It's a real visual UFO. You either love it or hate it.
It addresses several issues. Regarding helium,
instead of letting it escape during decompression, Omega preferred to ensure
that it could not enter the watch. The fragility of the crown to impacts is
resolved by its left position and its integration into the case. Or is it the
case that surrounds the crown...
As for the risk of accidental movement of the bezel, this is solved here by a locking system that requires pressing the red button to turn it. Clever but not very practical. However, I can turn the bezel with one hand by pressing the button with my middle finger and then manipulating the bezel with my thumb and index finger.
This watch is called "monobloc," meaning the movement is inserted from the top, like the dial, hands, and everything else (gaskets and glass). The more pressure the watch receives, the more it contributes to its waterproofness.
Many vintage divers are declared non-waterproof by customer service due to the threaded rusted or deformed screw-down case back. Problem solved here.
There is often reference to the use of a specific alloy for this watch at the time, Uranus steel, which some associate with 904L due to the presence of molybdenum in its composition.
More info here: Omega Prototypes & Omega Ploprof
This watch is imposing, even frightening at first, but ultimately very portable and comfortable. Flat bottom, relatively short lug-to-lug length, and contained thickness and weight.
My watch is a bit special. Not its origin but its condition. This Ploprof has been completely refurbished in Bienne. Case, bracelet, bezel, dial, etc... Only the movement remained. I find it amazing that Omega continues to produce all the parts for a watch from the early 70s.
The dial is a beautiful deep blue, the acrylic bezel gives an effect similar to sapphire bezels, slightly less pronounced. A big advantage of this refurbishment is that it is perfectly waterproof, and the dial/hands/bezel set is quite luminous.
I love some finishing details like the grooved back allowing the watch to better grip on the wetsuit or the polished internal curves and angles of the case.
The third watch in this trio is the latest arrival. It is the Seiko Tuna SLA041, another evolution of the first Tuna.
Just like with the Ploprof, I've had my eye on the Tuna for a few years. The Tuna's story begins in 1968 when a Japanese professional diver comes to see Seiko to complain about his Seiko diver, which, according to him, is unusable.
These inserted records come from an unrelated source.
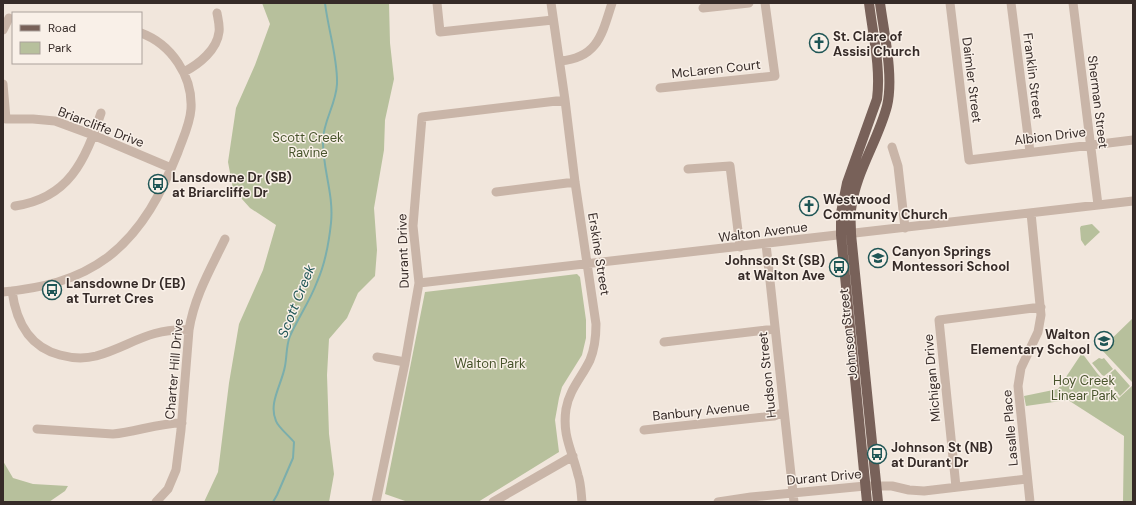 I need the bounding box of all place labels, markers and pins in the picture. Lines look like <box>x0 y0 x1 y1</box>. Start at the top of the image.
place label: St. Clare of Assisi Church <box>833 28 920 60</box>
church icon: St. Clare of Assisi Church <box>808 32 830 54</box>
place label: Lansdowne Dr (SB) at Briarcliffe Dr <box>172 169 292 201</box>
bus stop icon: Lansdowne Dr (SB) at Briarcliffe Dr <box>147 173 169 195</box>
place label: Westwood Community Church <box>823 191 948 223</box>
church icon: Westwood Community Church <box>798 195 820 217</box>
place label: Canyon Springs Montessori School <box>892 243 1010 275</box>
school or university icon: Canyon Springs Montessori School <box>867 247 889 269</box>
place label: Johnson St (SB) at Walton Ave <box>725 252 825 284</box>
bus stop icon: Johnson St (SB) at Walton Ave <box>828 256 850 278</box>
place label: Lansdowne Dr (EB) at Turret Cres <box>66 275 186 307</box>
bus stop icon: Lansdowne Dr (EB) at Turret Cres <box>41 279 63 301</box>
place label: Walton Elementary School <box>970 326 1090 358</box>
school or university icon: Walton Elementary School <box>1093 330 1115 352</box>
place label: Johnson St (NB) at Durant Dr <box>891 439 993 471</box>
bus stop icon: Johnson St (NB) at Durant Dr <box>866 443 888 465</box> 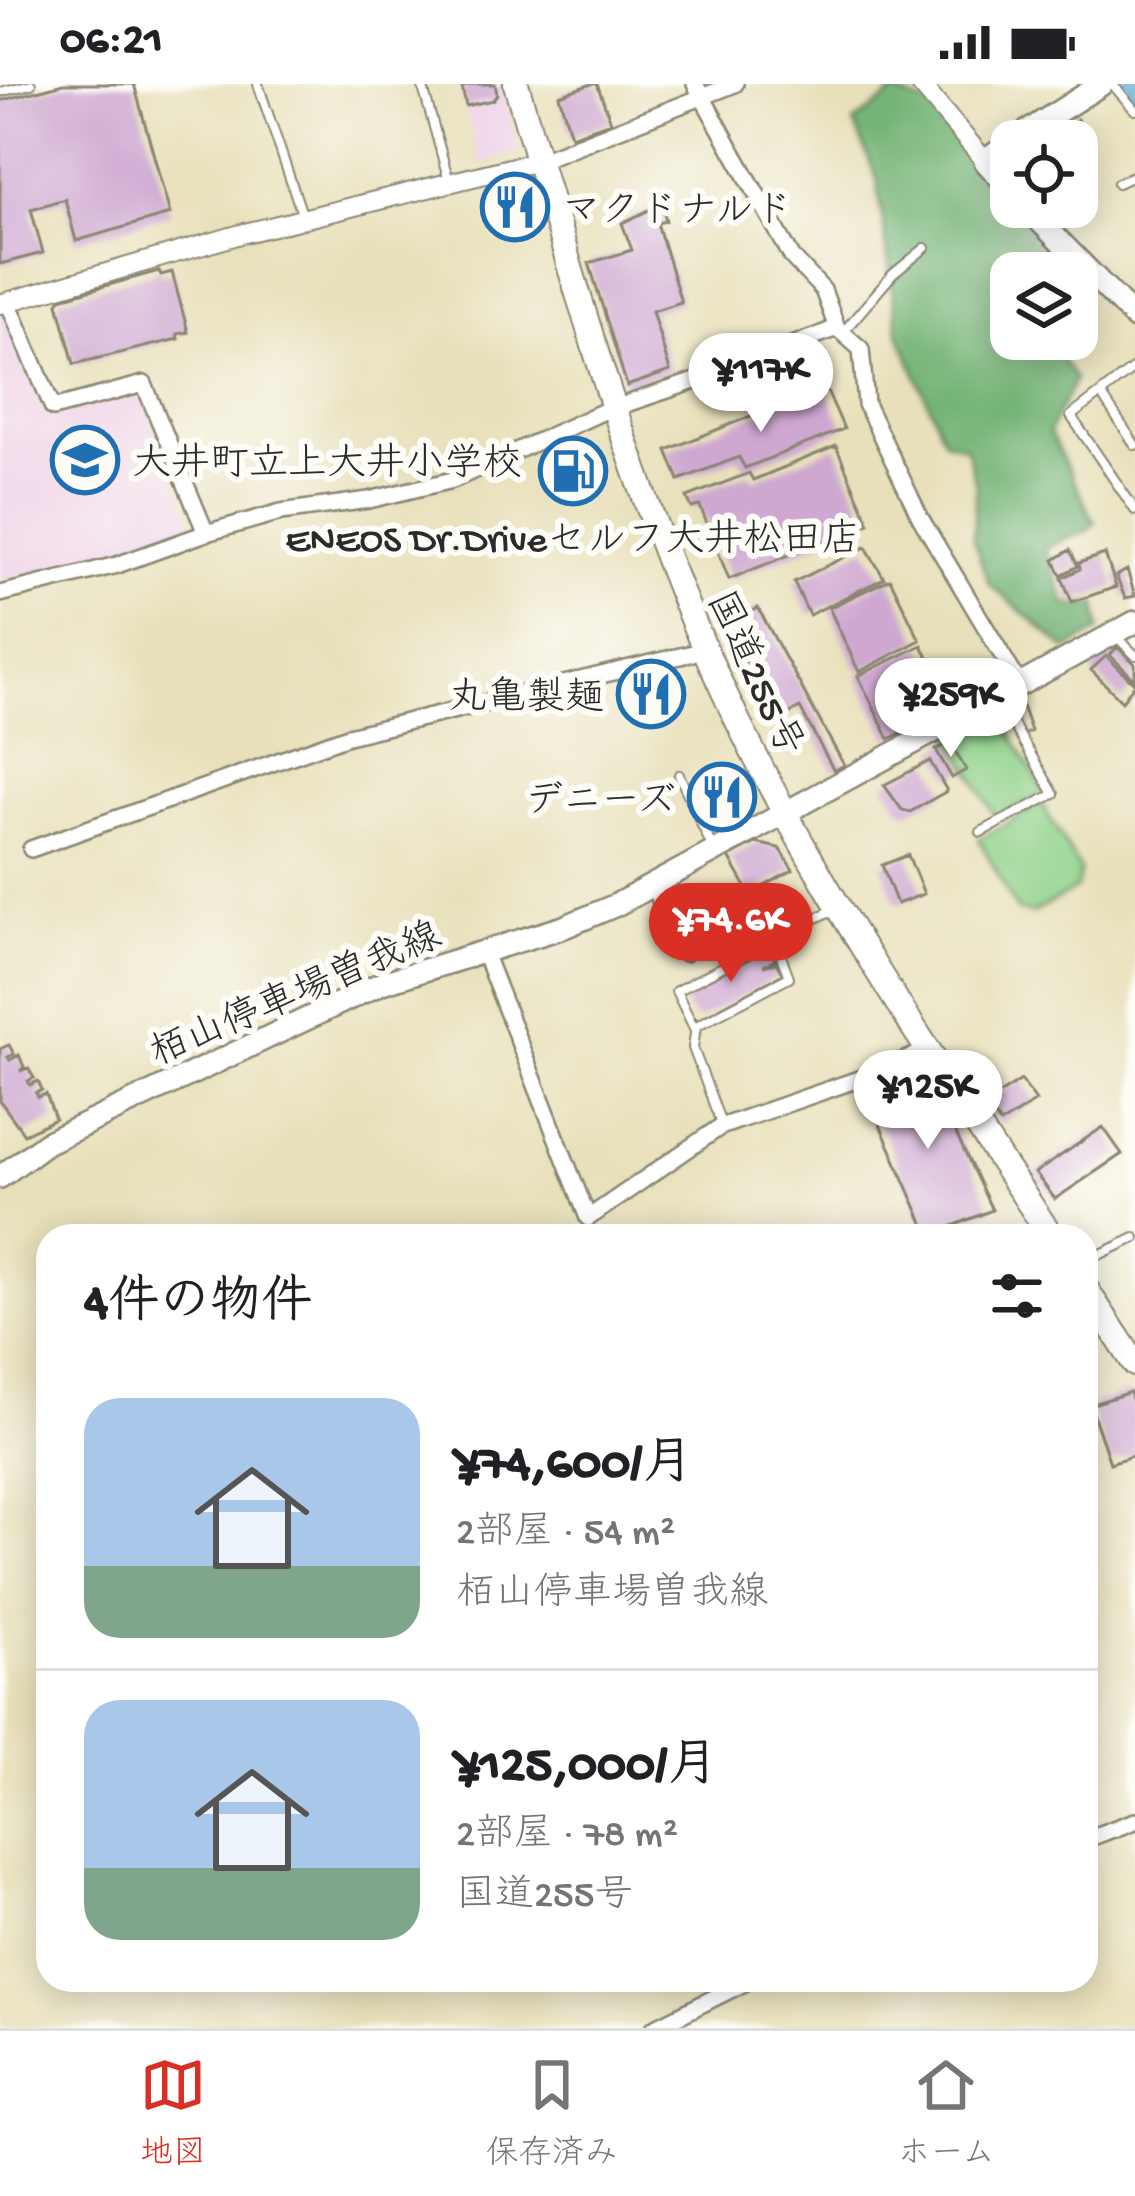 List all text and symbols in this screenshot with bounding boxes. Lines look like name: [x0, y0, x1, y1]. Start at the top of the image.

This is followed by an analysis of the problem (helium again, but not only) and a few years of work to release the 6159-7010.
All the details on this excellent article (in french): The True Story of the Tuna
What characterizes the Tuna is its helium resistance thanks to the L-shape of its gaskets and the monobloc case, but above all, the peripheral protection of the case, typical and almost unique to this watch.
Here again, function dictates form, and the Tuna responds to precise technical constraints. It was a real tool when it was released. And still is today!
Of the three, it is the only one that, in its current version, has not disguised itself to please a clientele looking for a status watch.
The current Sea-Dweller has adorned itself with fragile ceramic on the bezel and seeks to break waterproofing records for media pleasure. Omega chose simplicity on the modern Ploprof with the abandonment of the typical monobloc construction for a helium escape valve. Not to mention the thickness, weight, and fragility of the sapphire, then ceramic, bezel. So, it only retains the overall resemblance of the case.
Seiko has been producing the Tuna 1000m in quartz and automatic (even in Spring Drive) for many years now with roughly the same specifications as the very first one. And while prices have inevitably increased, a quartz S23631 costs around 2000€.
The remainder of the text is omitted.